Stored data entries:

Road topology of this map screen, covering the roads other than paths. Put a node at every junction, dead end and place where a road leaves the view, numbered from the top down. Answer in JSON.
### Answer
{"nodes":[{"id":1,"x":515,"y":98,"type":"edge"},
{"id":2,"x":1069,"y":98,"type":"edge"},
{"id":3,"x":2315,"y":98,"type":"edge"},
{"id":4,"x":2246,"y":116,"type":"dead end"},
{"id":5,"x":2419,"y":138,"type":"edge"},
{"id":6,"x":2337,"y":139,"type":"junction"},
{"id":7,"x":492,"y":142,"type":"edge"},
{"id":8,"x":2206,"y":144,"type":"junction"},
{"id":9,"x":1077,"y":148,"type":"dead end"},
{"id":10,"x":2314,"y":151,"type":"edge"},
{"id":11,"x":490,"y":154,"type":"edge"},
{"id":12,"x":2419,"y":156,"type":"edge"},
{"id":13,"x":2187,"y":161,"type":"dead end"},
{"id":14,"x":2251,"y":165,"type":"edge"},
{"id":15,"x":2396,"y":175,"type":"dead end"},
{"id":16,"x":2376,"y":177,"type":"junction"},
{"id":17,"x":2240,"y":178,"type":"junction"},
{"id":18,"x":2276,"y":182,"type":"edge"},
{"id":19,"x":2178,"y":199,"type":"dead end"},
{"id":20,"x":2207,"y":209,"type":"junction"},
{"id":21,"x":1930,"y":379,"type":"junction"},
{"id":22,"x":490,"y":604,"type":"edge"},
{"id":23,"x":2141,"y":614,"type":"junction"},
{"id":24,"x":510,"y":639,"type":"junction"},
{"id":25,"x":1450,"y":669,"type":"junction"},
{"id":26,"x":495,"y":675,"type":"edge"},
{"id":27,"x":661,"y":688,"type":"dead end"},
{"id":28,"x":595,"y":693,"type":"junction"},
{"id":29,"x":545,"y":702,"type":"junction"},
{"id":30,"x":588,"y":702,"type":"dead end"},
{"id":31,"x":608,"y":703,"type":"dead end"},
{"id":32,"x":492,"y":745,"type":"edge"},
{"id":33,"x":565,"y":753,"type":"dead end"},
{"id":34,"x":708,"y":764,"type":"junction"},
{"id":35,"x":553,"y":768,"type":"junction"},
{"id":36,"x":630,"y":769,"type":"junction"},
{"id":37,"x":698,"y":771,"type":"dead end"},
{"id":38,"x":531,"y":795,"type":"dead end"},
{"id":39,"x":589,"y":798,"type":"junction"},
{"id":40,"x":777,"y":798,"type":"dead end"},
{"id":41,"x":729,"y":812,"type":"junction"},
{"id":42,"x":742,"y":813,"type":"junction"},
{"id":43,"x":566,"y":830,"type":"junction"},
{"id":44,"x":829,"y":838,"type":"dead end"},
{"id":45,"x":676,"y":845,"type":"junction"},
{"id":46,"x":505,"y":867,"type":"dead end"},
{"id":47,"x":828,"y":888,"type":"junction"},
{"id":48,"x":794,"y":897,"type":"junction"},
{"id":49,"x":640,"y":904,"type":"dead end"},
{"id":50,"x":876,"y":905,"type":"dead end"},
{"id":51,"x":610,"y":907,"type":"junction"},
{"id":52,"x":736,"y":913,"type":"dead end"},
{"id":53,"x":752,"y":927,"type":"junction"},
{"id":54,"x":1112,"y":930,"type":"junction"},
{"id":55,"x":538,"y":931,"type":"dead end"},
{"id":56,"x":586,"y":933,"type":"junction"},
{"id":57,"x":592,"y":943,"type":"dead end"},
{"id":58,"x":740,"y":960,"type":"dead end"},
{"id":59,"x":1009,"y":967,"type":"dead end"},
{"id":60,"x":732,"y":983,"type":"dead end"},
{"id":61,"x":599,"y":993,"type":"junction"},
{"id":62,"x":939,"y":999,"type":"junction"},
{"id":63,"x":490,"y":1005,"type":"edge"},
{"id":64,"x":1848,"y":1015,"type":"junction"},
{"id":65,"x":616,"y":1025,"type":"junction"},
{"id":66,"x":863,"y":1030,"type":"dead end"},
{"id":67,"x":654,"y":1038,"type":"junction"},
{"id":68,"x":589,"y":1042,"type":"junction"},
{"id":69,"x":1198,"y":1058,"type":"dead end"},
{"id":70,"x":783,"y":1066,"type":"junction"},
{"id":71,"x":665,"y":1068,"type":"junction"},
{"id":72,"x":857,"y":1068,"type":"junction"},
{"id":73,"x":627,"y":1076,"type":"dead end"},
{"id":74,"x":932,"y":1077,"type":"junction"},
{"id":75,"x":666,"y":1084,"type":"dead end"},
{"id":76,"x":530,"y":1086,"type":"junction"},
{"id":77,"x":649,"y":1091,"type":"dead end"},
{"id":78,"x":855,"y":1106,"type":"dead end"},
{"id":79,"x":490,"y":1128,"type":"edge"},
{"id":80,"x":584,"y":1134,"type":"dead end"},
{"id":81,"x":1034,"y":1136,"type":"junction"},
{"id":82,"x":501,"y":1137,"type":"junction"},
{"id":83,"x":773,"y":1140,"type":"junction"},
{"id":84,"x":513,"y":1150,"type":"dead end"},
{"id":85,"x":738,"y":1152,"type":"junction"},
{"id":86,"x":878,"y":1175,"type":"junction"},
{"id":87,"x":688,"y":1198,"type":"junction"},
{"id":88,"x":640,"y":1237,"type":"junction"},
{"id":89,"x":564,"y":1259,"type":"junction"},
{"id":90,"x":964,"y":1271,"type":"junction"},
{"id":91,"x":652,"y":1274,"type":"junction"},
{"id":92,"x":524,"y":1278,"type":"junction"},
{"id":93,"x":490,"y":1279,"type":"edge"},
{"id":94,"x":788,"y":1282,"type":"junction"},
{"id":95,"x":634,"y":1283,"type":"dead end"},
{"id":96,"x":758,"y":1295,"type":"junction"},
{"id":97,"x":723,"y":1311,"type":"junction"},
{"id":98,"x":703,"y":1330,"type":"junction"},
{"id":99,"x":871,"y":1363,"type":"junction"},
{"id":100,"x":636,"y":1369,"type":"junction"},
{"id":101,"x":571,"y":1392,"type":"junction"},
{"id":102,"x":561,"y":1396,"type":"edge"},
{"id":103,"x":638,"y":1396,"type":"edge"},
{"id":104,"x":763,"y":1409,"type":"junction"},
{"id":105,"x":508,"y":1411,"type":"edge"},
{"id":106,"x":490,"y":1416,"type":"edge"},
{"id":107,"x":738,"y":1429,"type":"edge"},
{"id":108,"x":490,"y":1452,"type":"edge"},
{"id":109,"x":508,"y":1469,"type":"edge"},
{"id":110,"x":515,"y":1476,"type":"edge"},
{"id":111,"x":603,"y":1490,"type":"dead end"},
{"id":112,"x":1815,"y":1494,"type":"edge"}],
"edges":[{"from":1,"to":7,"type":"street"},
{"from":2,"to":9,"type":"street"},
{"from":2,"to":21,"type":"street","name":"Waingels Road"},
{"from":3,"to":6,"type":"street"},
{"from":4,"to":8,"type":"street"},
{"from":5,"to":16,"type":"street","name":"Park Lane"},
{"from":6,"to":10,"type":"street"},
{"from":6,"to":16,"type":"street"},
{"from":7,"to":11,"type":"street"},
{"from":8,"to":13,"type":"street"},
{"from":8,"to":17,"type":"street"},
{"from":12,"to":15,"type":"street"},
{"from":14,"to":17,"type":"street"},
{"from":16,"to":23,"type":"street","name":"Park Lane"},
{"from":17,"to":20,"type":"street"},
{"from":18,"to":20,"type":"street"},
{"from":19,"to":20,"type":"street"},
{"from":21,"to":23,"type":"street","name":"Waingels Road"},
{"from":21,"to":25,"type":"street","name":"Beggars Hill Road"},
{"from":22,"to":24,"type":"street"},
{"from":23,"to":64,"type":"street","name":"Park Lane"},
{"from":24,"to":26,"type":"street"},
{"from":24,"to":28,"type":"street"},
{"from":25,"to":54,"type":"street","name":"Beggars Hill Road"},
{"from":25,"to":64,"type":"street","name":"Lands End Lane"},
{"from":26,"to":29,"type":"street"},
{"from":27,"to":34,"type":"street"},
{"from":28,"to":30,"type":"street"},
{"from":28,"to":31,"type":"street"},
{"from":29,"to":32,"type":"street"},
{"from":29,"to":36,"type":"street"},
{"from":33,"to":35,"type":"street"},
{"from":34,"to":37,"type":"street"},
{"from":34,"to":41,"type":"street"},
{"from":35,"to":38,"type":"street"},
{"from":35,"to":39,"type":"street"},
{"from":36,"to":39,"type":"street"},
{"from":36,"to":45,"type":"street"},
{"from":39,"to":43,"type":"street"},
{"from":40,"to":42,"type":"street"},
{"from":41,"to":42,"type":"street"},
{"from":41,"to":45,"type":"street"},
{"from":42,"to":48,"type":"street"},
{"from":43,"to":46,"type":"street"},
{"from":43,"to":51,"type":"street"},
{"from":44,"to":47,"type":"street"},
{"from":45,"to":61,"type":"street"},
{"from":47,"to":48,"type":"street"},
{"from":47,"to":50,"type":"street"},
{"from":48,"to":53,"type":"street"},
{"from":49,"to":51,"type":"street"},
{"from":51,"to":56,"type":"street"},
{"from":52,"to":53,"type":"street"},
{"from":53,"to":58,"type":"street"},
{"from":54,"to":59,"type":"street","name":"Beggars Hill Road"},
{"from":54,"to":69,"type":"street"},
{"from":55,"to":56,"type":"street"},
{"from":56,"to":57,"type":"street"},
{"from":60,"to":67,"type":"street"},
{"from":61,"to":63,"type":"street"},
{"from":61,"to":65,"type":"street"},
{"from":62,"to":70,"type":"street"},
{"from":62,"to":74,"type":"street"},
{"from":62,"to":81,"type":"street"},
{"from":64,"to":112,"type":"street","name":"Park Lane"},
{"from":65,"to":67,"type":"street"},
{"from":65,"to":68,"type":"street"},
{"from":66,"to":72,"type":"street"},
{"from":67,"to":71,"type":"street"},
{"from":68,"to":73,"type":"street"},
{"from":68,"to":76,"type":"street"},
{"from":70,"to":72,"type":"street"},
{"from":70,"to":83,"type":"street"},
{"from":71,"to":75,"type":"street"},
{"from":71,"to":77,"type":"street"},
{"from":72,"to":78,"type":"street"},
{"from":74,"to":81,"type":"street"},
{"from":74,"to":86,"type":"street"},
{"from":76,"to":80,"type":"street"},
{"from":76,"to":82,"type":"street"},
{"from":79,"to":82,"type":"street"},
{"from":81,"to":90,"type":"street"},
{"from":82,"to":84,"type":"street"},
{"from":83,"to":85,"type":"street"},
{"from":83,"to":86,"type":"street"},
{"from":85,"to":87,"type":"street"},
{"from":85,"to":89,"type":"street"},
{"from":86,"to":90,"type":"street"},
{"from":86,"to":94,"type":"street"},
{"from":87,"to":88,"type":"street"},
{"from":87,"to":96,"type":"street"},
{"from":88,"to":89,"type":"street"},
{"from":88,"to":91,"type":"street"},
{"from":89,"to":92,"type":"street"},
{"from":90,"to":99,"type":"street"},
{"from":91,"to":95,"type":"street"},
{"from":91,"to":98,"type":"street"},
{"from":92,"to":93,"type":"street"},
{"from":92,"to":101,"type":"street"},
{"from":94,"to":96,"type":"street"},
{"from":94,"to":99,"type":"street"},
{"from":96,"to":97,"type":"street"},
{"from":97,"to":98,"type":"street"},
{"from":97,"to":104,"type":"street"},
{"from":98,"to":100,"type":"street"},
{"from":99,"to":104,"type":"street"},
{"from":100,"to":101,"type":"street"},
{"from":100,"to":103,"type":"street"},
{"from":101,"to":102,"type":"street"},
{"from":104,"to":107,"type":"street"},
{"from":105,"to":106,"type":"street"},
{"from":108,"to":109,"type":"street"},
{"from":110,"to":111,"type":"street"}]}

PROBLEM DETAILS → Filter the entries down to the lines that include the string "Park".

ANSWER TO THE PROBLEM →
{"from":5,"to":16,"type":"street","name":"Park Lane"},
{"from":16,"to":23,"type":"street","name":"Park Lane"},
{"from":23,"to":64,"type":"street","name":"Park Lane"},
{"from":64,"to":112,"type":"street","name":"Park Lane"},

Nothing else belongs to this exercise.